■ WHAT YOU NEED TO DO ■
From the entries that follow, extract each line holding the string "Cross".

■ MATERIAL FOR THE TASK ■
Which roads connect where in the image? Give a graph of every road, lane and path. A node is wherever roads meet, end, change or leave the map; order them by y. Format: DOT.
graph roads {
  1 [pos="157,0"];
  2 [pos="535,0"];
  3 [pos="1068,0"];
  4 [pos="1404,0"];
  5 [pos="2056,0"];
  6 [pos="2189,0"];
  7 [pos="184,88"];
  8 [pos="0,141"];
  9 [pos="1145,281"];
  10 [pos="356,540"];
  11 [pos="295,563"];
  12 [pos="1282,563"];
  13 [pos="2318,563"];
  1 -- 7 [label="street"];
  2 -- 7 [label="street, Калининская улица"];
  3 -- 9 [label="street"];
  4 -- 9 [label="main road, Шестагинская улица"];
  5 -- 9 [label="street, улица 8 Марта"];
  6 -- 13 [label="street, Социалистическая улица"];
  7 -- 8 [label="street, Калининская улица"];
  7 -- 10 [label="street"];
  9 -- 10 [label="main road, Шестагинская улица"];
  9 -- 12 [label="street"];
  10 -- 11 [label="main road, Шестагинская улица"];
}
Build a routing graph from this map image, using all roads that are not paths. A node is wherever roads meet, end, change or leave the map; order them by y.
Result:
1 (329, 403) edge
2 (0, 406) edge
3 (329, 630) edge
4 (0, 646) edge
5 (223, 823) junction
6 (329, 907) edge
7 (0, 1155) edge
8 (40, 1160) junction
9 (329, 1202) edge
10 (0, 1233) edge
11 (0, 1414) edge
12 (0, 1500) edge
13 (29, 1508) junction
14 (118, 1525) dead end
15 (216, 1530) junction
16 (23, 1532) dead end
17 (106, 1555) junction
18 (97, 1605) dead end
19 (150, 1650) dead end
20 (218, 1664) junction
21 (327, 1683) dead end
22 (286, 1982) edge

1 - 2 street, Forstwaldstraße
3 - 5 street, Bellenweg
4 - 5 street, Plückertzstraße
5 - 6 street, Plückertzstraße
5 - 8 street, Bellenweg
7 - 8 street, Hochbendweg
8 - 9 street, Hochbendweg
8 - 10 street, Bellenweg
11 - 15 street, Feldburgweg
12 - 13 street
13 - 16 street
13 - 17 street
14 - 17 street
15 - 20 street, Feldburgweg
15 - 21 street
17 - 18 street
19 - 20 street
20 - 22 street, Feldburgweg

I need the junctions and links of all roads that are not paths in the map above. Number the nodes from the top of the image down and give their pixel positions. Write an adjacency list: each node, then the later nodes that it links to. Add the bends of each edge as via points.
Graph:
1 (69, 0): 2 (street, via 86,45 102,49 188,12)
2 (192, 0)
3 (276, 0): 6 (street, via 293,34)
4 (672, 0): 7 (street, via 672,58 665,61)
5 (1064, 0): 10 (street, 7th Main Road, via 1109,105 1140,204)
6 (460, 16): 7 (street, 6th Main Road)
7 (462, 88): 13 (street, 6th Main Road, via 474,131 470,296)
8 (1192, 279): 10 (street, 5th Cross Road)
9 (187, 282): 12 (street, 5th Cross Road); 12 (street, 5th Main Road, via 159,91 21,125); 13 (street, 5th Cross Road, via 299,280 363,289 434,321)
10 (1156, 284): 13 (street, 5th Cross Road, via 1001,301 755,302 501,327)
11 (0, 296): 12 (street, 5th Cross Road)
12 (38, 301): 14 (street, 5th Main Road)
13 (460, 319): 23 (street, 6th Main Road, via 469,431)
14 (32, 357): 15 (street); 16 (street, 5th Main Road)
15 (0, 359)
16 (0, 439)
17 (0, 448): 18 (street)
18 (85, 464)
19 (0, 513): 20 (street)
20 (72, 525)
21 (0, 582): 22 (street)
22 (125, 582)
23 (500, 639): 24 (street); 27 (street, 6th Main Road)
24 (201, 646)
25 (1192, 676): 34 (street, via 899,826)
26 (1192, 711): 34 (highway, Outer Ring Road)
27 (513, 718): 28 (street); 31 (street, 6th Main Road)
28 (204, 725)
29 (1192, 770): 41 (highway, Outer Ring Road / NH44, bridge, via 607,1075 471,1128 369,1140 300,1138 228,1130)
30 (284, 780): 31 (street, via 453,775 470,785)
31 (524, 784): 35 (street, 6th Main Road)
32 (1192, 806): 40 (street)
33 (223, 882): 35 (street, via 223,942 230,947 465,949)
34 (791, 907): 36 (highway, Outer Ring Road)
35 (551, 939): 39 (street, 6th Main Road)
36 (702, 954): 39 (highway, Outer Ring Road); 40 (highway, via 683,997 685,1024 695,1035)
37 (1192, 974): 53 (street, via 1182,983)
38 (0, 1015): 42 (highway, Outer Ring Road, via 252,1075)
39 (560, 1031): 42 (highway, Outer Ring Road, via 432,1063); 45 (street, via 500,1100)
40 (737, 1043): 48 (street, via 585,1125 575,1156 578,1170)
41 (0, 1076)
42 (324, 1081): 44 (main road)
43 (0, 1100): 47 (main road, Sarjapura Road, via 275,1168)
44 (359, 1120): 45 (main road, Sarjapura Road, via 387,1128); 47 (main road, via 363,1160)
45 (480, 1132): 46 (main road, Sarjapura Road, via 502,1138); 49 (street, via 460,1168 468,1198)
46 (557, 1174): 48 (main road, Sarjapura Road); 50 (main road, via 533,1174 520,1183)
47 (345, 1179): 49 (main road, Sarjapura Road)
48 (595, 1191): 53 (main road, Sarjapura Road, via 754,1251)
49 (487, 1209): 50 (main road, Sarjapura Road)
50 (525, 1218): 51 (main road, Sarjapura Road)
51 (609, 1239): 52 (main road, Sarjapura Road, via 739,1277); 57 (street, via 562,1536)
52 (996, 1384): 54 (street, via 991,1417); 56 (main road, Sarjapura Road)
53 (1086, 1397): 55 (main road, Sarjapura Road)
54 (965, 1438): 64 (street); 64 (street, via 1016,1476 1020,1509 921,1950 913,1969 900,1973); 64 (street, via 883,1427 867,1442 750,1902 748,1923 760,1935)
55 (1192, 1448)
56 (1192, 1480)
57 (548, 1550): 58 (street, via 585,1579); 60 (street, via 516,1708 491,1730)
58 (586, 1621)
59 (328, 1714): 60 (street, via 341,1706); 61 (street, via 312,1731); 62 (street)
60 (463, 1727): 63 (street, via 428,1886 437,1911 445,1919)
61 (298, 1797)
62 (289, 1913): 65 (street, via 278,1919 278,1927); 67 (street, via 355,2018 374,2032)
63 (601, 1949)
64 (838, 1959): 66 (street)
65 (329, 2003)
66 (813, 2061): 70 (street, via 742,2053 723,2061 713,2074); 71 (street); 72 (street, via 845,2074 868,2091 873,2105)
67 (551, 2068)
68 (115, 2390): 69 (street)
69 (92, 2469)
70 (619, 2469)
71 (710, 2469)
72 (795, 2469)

■ RESPONSE FOR THIS EXERCISE ■
8 (1192, 279): 10 (street, 5th Cross Road)
9 (187, 282): 12 (street, 5th Cross Road); 12 (street, 5th Main Road, via 159,91 21,125); 13 (street, 5th Cross Road, via 299,280 363,289 434,321)
10 (1156, 284): 13 (street, 5th Cross Road, via 1001,301 755,302 501,327)
11 (0, 296): 12 (street, 5th Cross Road)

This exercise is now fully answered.